- What you are asked to do -
Check each line below for the word "Ruta" and give the count alone.

- Data to process -
——
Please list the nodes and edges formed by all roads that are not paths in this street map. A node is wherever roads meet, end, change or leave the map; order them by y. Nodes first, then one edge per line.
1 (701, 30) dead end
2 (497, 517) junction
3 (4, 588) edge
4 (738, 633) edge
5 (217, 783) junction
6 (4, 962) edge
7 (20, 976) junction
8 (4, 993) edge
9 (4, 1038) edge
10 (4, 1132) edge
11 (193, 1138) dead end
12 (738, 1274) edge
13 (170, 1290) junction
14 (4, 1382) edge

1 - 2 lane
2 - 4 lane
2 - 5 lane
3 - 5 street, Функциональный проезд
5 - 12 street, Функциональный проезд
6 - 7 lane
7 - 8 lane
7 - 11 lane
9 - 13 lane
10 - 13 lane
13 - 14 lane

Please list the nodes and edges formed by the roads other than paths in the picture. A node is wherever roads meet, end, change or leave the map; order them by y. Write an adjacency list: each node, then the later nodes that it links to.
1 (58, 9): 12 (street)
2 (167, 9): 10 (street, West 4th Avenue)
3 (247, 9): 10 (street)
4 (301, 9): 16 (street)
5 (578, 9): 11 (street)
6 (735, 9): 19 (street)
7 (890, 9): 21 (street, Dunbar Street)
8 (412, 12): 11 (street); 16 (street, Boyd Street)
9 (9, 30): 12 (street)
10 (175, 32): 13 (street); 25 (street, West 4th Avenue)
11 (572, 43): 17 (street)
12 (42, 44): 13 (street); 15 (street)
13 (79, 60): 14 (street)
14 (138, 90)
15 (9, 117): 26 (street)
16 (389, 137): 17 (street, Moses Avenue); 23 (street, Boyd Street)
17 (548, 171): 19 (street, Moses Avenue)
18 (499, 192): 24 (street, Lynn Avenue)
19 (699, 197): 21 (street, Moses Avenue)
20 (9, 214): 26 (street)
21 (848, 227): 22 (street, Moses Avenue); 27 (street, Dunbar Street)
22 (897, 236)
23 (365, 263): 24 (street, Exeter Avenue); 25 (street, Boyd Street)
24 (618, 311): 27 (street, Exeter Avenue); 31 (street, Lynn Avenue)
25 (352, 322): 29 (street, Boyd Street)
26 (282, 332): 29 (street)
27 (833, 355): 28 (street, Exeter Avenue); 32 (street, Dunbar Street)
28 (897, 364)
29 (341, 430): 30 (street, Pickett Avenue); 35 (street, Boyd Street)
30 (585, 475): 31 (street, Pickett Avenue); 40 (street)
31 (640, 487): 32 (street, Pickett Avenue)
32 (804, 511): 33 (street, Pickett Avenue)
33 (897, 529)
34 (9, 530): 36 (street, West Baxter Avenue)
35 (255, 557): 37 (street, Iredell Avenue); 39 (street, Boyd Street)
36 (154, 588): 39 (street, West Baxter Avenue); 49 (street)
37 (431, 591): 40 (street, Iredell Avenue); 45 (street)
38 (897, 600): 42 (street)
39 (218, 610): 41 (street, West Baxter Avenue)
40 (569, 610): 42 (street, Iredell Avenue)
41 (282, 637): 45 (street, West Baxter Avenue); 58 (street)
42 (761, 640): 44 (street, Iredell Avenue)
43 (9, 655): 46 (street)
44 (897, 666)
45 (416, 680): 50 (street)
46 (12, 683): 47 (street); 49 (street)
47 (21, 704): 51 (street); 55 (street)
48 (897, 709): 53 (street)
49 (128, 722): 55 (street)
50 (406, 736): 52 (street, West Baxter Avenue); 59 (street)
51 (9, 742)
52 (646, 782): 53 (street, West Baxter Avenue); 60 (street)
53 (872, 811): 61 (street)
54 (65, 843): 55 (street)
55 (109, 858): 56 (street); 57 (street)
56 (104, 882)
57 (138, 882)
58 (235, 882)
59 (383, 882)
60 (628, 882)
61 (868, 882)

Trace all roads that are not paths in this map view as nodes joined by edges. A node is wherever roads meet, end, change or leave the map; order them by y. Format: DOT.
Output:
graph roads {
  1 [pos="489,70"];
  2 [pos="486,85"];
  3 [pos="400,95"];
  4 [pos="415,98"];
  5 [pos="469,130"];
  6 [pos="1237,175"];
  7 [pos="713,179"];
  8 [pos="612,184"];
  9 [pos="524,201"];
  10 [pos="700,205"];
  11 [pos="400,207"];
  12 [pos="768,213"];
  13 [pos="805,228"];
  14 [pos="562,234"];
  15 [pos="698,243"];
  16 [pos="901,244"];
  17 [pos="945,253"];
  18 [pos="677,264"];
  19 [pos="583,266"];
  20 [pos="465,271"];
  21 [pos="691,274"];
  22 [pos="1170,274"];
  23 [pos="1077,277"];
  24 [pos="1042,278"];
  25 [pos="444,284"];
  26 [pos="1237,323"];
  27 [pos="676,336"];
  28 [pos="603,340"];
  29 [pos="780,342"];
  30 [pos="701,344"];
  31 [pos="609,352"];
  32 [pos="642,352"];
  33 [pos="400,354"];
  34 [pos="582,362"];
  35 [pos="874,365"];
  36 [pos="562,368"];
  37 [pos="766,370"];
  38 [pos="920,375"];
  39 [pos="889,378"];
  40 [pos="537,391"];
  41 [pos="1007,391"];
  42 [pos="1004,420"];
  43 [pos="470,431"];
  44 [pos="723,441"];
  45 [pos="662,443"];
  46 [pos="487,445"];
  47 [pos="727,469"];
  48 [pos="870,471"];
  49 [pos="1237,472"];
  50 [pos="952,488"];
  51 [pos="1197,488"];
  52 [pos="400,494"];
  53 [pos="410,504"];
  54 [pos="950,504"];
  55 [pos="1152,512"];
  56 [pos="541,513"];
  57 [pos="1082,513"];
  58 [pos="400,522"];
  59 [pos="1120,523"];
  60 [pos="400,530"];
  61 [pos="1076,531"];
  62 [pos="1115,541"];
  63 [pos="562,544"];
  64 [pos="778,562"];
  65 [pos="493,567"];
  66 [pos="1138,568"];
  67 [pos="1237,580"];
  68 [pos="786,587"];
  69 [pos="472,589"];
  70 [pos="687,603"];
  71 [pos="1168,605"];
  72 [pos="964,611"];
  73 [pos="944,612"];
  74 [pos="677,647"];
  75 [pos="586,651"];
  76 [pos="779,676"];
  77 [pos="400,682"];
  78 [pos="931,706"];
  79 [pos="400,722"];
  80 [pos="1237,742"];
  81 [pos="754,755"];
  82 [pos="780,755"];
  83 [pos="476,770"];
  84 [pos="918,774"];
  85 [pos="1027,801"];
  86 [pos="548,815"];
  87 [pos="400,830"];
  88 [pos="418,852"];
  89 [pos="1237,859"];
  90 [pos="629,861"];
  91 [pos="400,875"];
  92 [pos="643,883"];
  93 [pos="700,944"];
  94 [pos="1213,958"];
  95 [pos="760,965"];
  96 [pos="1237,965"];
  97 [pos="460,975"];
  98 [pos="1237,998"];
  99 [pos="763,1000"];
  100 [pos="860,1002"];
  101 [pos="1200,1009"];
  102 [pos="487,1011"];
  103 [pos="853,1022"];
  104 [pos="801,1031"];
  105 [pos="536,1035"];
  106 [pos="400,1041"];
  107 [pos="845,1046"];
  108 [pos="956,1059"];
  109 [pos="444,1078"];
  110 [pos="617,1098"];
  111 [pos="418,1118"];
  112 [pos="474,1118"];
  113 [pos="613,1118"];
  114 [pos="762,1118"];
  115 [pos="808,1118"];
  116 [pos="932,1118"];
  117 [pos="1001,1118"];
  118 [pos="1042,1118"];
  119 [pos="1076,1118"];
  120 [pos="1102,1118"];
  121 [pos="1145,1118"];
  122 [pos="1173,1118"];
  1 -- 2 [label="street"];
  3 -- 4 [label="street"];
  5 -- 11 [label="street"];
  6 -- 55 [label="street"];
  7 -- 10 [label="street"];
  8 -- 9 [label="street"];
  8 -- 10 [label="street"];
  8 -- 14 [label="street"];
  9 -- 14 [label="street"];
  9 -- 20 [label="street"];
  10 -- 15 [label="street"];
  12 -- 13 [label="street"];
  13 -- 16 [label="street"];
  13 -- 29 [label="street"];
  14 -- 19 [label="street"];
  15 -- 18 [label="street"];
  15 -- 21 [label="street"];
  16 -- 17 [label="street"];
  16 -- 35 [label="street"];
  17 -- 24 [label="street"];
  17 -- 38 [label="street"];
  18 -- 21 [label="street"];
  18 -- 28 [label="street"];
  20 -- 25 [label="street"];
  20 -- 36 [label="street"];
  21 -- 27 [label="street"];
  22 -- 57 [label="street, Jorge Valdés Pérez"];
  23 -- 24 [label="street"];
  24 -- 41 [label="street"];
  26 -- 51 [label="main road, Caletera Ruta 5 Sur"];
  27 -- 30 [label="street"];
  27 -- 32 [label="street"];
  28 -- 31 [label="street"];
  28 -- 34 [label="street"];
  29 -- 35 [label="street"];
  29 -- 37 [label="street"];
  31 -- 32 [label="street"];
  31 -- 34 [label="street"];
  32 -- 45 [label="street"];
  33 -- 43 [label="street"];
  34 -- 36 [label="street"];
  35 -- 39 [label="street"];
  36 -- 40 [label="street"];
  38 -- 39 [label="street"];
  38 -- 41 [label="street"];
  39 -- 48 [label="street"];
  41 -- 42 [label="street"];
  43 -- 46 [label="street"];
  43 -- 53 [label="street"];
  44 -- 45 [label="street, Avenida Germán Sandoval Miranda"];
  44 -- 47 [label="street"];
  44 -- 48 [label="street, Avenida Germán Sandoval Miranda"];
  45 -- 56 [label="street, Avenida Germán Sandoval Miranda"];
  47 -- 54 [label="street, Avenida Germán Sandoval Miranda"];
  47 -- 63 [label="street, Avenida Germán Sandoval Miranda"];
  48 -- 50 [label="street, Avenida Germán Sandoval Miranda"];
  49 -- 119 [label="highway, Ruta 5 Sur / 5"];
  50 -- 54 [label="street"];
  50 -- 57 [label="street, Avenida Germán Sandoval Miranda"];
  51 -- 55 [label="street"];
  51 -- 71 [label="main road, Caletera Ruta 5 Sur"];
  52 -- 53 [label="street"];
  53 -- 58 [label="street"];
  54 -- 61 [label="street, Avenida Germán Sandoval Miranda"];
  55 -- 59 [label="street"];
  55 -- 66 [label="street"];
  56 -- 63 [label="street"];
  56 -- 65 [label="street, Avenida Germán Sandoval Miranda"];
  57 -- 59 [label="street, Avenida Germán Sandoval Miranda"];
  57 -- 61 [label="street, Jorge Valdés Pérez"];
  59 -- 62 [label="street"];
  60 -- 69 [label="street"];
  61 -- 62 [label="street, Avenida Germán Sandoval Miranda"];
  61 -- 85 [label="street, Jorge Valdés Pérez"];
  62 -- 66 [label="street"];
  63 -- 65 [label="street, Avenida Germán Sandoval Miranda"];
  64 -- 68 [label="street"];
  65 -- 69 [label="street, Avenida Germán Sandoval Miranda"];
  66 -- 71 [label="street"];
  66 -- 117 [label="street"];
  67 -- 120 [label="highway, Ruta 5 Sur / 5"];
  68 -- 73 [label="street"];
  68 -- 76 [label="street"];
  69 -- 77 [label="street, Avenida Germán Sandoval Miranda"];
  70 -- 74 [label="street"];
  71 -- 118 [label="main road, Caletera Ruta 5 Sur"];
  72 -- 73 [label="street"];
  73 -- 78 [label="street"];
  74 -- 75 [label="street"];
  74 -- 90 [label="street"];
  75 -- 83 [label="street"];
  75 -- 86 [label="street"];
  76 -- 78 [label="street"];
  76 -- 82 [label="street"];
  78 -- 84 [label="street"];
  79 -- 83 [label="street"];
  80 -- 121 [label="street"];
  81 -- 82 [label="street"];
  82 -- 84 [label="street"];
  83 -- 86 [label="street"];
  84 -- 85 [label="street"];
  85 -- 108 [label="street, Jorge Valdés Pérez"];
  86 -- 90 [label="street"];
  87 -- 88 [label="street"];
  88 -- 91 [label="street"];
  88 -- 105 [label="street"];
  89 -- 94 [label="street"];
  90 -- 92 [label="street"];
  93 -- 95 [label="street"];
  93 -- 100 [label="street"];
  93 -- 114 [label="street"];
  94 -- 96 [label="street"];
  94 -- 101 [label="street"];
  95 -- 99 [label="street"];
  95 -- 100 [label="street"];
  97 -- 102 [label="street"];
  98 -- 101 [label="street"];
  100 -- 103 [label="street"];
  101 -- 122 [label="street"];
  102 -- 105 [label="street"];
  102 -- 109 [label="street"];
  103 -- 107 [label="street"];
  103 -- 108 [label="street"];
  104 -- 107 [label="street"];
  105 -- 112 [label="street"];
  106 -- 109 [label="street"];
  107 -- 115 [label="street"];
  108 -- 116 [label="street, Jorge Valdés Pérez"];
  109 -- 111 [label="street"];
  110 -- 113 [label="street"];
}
——
- Answer box -
5